EU-Ministertreffen Kommentar: Außer Spesen nix gewesen? - Doch!
Von Silke Hasselmann, MDR, ARD-Hauptstadtstudio Berlin, z. Zt. Dresden
Der beträchtliche Sicherheitsaufwand, die noble Herberge für die über 50 Minister samt Entourage, das ausgesuchte Damenprogramm und nicht zuletzt das exklusive Abenddiner auf Einladung der sächsischen Staatsregierung - all das war beim Treffen der EU-Innen- und Justizminister nicht umsonst zu haben.
Es kostete teures Steuergeld. Dass es keine Beschlüsse gegeben hat, scheint das Klischee wieder einmal zu bestätigen: Außer Spesen nichts gewesen. Doch gemach, da war durchaus etwas.
Endlich einheitliche Vorschriften beim Familienrecht
Die gastgebende Justizministerin etwa konnte ihre Amtskollegen davon überzeugen, dass sie dem europäischen Gedanken noch am ehesten dienen, wenn sie der rasant wachsenden Zahl von bi-nationalen Ehen und Familien Rechnung tragen.
Wenn es also schon kein gleiches Scheidungs-, Unterhalts- und Erbrecht in allen EU-Ländern gibt, so werden nun doch endlich einheitliche Formvorschriften entwickelt.

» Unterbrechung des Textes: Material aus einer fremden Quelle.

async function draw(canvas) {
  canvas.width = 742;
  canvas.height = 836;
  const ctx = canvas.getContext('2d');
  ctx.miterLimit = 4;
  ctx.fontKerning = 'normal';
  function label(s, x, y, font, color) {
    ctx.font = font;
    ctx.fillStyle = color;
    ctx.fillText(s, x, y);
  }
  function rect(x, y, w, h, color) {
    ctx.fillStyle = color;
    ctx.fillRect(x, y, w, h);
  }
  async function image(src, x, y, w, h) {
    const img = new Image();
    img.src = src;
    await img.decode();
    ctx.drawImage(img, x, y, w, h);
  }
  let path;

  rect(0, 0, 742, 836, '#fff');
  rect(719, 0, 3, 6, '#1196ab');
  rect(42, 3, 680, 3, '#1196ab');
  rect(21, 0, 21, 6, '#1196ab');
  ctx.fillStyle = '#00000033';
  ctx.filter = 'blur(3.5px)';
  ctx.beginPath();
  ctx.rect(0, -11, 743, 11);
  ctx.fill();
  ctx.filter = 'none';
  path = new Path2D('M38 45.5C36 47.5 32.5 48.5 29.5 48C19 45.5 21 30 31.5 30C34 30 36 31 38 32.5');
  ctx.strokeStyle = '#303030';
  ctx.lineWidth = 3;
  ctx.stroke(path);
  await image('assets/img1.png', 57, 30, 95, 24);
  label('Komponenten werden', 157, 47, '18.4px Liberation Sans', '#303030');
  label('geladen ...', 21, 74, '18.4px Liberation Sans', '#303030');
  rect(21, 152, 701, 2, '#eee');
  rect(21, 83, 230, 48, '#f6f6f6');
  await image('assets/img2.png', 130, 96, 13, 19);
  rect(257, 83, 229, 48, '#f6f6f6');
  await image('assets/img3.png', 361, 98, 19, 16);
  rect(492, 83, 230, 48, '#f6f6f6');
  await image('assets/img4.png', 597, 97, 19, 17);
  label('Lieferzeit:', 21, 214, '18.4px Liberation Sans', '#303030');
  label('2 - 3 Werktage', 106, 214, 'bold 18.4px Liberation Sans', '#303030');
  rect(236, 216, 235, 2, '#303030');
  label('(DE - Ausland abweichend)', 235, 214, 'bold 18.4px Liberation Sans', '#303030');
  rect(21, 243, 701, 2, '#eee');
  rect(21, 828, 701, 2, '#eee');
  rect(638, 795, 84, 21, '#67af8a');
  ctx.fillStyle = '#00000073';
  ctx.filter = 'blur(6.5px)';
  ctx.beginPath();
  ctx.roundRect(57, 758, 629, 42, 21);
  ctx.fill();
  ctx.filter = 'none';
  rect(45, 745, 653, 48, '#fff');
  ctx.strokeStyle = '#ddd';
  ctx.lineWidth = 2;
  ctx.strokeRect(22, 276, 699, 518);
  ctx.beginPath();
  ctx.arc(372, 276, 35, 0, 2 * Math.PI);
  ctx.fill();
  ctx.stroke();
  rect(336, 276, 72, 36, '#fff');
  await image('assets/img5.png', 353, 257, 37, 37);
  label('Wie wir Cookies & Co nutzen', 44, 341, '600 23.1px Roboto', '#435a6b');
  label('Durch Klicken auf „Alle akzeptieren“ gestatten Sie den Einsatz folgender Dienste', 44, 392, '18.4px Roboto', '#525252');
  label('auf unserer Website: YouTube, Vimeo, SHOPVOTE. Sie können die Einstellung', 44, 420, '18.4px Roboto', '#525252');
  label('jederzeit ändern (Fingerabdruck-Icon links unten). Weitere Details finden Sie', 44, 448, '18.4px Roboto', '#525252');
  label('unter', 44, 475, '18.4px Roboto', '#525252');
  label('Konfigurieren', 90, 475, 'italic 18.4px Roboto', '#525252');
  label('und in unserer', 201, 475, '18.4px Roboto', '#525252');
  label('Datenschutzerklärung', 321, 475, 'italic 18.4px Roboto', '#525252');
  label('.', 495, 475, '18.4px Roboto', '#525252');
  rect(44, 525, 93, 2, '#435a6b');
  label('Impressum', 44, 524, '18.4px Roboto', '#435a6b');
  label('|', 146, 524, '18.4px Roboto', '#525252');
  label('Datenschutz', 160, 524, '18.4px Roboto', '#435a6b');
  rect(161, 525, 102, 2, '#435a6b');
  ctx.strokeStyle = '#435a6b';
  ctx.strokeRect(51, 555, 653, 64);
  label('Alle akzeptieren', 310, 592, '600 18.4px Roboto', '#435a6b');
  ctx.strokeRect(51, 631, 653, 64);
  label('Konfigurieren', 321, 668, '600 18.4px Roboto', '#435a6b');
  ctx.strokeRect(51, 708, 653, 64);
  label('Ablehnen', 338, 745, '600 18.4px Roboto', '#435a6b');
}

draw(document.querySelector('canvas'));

Eigentlich konnten die Justizminister bei diesem Thema nichts falsch machen, denkt der Laie.
Hinter die Verabredungen können die Minister nicht zurück
Doch in Malta darf man heiraten, nicht aber sich wieder scheiden lassen, und auch andere Minister wollen mit Hinweis auf landestypische Traditionen keinesfalls zulassen, dass ihre Richter plötzlich ausländisches Recht anwenden müssen.
Das zeigt: So einfach war es denn auch wieder nicht. Dennoch ist es gelungen, alle EU-Minister in die richtige, nämlich bürgerfreundliche und also lebensnahe Richtung zu stellen. Dahinter können sie nun nicht mehr zurück. Gut so.
Die Innenminister haben erkannt: Sie müssen handeln
Gut auch, was sich in der Runde der Innenminister tat. Sicher, wir Journalisten konnten die Verhandlungen nicht direkt verfolgen. Doch es spricht viel dafür, dass EU-Kommissar Franco Frattini den Kern getroffen hatte, als er feststellte, es habe eine Wende gegeben. Und zwar weg von der Angewohnheit, immer nur vor allem Vorbehalte zu äußern, hin zu der Überzeugung, handeln zu müssen. Das gilt für die grenzüberschreitende Zusammenarbeit von Strafverfolgungsbehörden ebenso wie beim Kampf gegen illegale Zuwanderung.
Auch hier liegt die letzte Entscheidungsbefugnis beim EU-Ministerrat in Brüssel. Doch man kann den Wert nicht hoch genug einschätzen, der darin liegt, dass sich wenigstens schon mal alle 27 Innen- und Integrationsminister hinter die deutsch-französische Initiative stellen.
Die nämlich enthält einen neuen, ganzheitlichen Ansatz. Klingt hochtrabend, ist aber nicht falsch. Denn Europa soll nicht mehr nur auf hohe Hürden und Repression gegen die Flüchtlinge setzen, sondern auch auf die Kooperation mit den Herkunfts- und Transitländern.
Für Zuwanderer muss es begrenzte Jobs geben
Für die Innenminister ist dabei klar: Denen muss man auch die Chance auf begrenzte, aber legale Jobs in Europa bieten. Das fällt beileibe nicht allen EU-Staaten leicht. Deutschland zum Beispiel hat kein allzu großes aktuelles Zuwanderungsproblem, wohl aber zu viele Arbeitslose.
Bundesarbeitsminister Franz Müntefering mag denn auch im Moment lieber nicht mit diesem heiklen Thema befasst werden. Das war schon bei den Verhandlungen zum Bleiberecht lang geduldeter Illegaler deutlich zu spüren.
Doch es bleibt dabei: Dass die EU-Innenminister bei diesem wahrlich heiklen Thema und trotz unterschiedlichster nationaler Interessenlage an einem Strang ziehen, ist bemerkenswert, nein lobenswert. Und die Spesenrechnung für das Dresdner Treffen ist hoch. Aber wie es aussieht nicht völlig unangemessen.